Lightcycler nano

Two-step TaqMan RT-PCR was performed with modifications (Kitajima et al., 2010 (link)). To synthesize cDNA, a High Capacity cDNA Reverse Transcription Kit (Life Technologies) was used. A 10-μl reaction mixture containing 5 μl RNA extract, 4 mM dNTPs, 1× RT Random Primers, 25 U of MultiScribe Reverse Transcriptase, and 10 U of RNase Inhibitor in 1× RT buffer was incubated at 25 °C for 10 min, at 37 °C for 120 min, and then at 85 °C for 5 min.
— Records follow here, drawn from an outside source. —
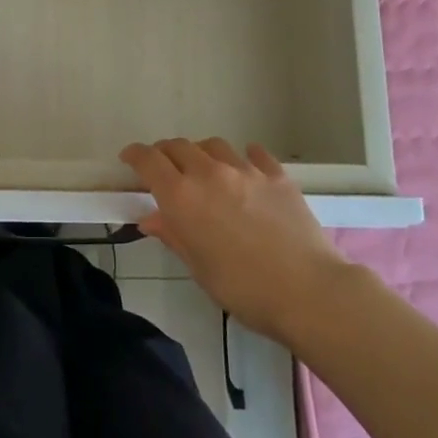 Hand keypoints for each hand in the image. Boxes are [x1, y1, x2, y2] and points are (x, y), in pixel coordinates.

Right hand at [120, 137, 349, 344]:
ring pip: (213, 145)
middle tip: (164, 168)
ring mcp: (245, 170)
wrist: (308, 291)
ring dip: (201, 153)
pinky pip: (254, 154)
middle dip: (165, 153)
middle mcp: (209, 173)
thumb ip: (174, 235)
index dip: (135, 155)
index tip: (129, 158)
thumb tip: (151, 218)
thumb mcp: (199, 268)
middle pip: (178, 146)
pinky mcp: (276, 175)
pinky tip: (246, 168)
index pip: (149, 161)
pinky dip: (243, 156)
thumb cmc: (244, 289)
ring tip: (204, 169)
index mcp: (182, 197) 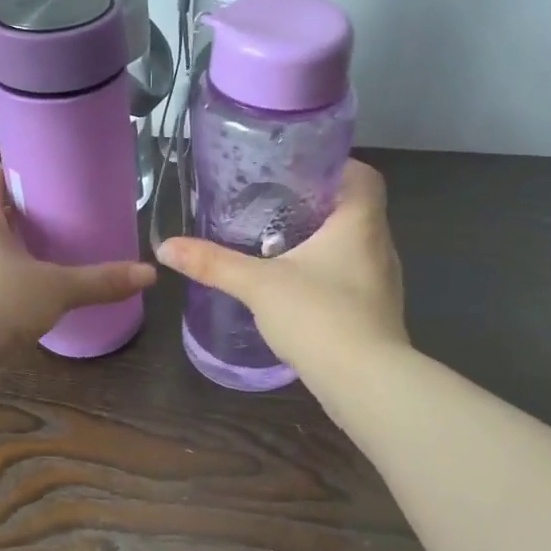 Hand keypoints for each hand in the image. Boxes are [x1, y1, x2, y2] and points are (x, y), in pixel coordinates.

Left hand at [0, 167, 156, 351]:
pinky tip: (28, 295)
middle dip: (20, 215)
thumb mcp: (55, 288)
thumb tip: (148, 274)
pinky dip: (3, 283)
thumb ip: (100, 281)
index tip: (46, 176)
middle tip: (59, 217)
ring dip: (10, 251)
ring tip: (48, 255)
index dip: (16, 173)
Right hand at [156, 160, 407, 388]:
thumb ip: (214, 264)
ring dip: (324, 242)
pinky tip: (298, 288)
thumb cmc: (319, 316)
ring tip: (282, 243)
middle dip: (319, 205)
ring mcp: (384, 282)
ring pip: (355, 246)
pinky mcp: (378, 312)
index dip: (334, 167)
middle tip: (276, 205)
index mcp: (360, 222)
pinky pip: (354, 278)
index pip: (363, 176)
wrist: (365, 382)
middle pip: (356, 209)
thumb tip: (166, 247)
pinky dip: (330, 274)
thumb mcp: (258, 285)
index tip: (298, 172)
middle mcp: (380, 245) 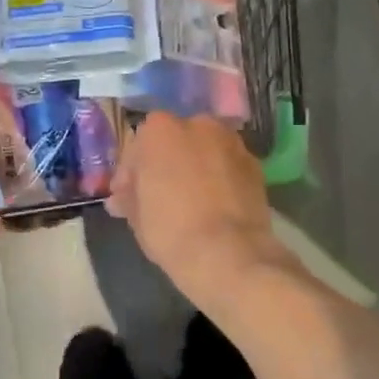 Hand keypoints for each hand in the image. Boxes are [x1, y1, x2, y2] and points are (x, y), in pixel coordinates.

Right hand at [107, 114, 287, 307]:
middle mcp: (198, 125)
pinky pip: (227, 166)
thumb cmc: (170, 230)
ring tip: (190, 200)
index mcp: (161, 131)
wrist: (228, 253)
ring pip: (204, 151)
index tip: (127, 195)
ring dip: (195, 168)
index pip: (138, 145)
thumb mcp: (136, 215)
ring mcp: (232, 142)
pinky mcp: (256, 164)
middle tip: (159, 195)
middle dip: (166, 163)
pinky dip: (220, 178)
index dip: (131, 172)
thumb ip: (129, 196)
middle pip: (175, 141)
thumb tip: (123, 196)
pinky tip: (215, 204) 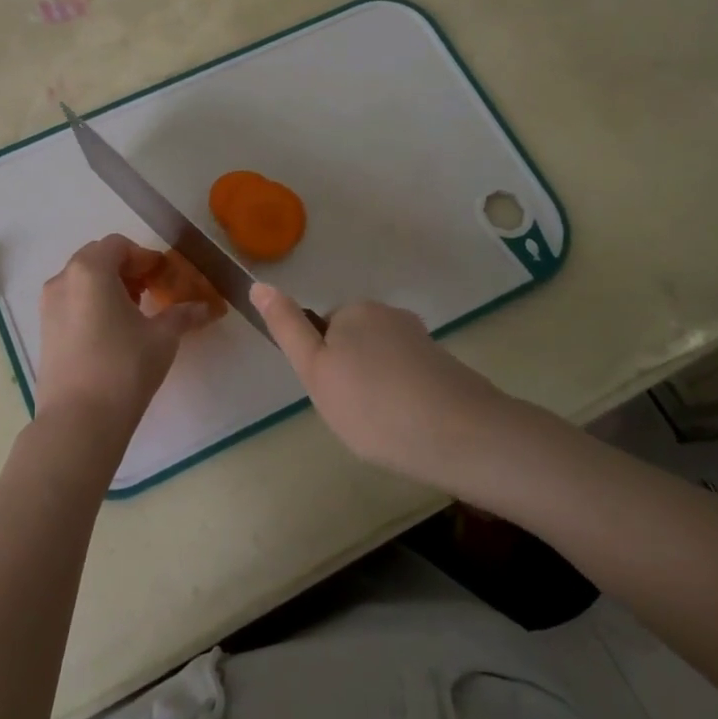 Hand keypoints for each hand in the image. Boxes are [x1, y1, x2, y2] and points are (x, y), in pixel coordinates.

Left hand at [36, 236, 212, 452]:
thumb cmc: (124, 368)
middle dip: (125, 269)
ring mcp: (48, 305)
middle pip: (97, 257)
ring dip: (107, 286)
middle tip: (150, 291)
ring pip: (81, 280)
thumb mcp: (162, 337)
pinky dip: (91, 303)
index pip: (119, 245)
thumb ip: (183, 315)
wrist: (78, 422)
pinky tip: (111, 332)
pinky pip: (71, 301)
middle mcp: (63, 279)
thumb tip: (206, 308)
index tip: (163, 277)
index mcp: (90, 270)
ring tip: (132, 313)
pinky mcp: (43, 330)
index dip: (145, 257)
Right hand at [252, 285, 503, 487]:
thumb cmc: (372, 404)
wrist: (458, 434)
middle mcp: (390, 314)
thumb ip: (287, 328)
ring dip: (379, 389)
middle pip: (355, 343)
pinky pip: (410, 378)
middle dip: (351, 375)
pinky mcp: (446, 365)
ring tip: (385, 427)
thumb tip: (259, 284)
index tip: (334, 397)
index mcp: (355, 311)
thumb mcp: (315, 370)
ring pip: (383, 362)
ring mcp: (422, 339)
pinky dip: (405, 398)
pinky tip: (410, 428)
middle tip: (355, 415)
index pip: (324, 331)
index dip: (323, 366)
TaqMan PCR master mixture was prepared in a 20 μl-reaction volume: 10 μl of 2× Premix Ex Taq (Takara Bio, Otsu, Shiga, Japan), 2 μl cDNA or plasmid standard, 2 μl of 4 μM each of the primers (forward, 5′-CCGCAGGAACGCTCAGCAG-3′; reverse, 5′-GGYTGAATGGGGACGGCCTG-3′), 0.5 μl of 12 μM TaqMan MGB probe (5′-FAM-ATGAGTGATGGCGCA-MGB/NFQ-3′, Life Technologies) and 5.5 μl of molecular grade water. PCR amplification was performed using a LightCycler Nano (Roche Applied Science) under the following conditions: initial denaturation at 95 °C for 30 s, followed by 40 cycles of amplification with denaturation at 95 °C for 15 s and annealing and extension at 60 °C for 60 s. The results were analyzed by software in LightCycler Nano. Quantification of viral cDNA in the reaction was calculated using a standard curve constructed by amplifying known amounts of MNV-S7-PP3 plasmid.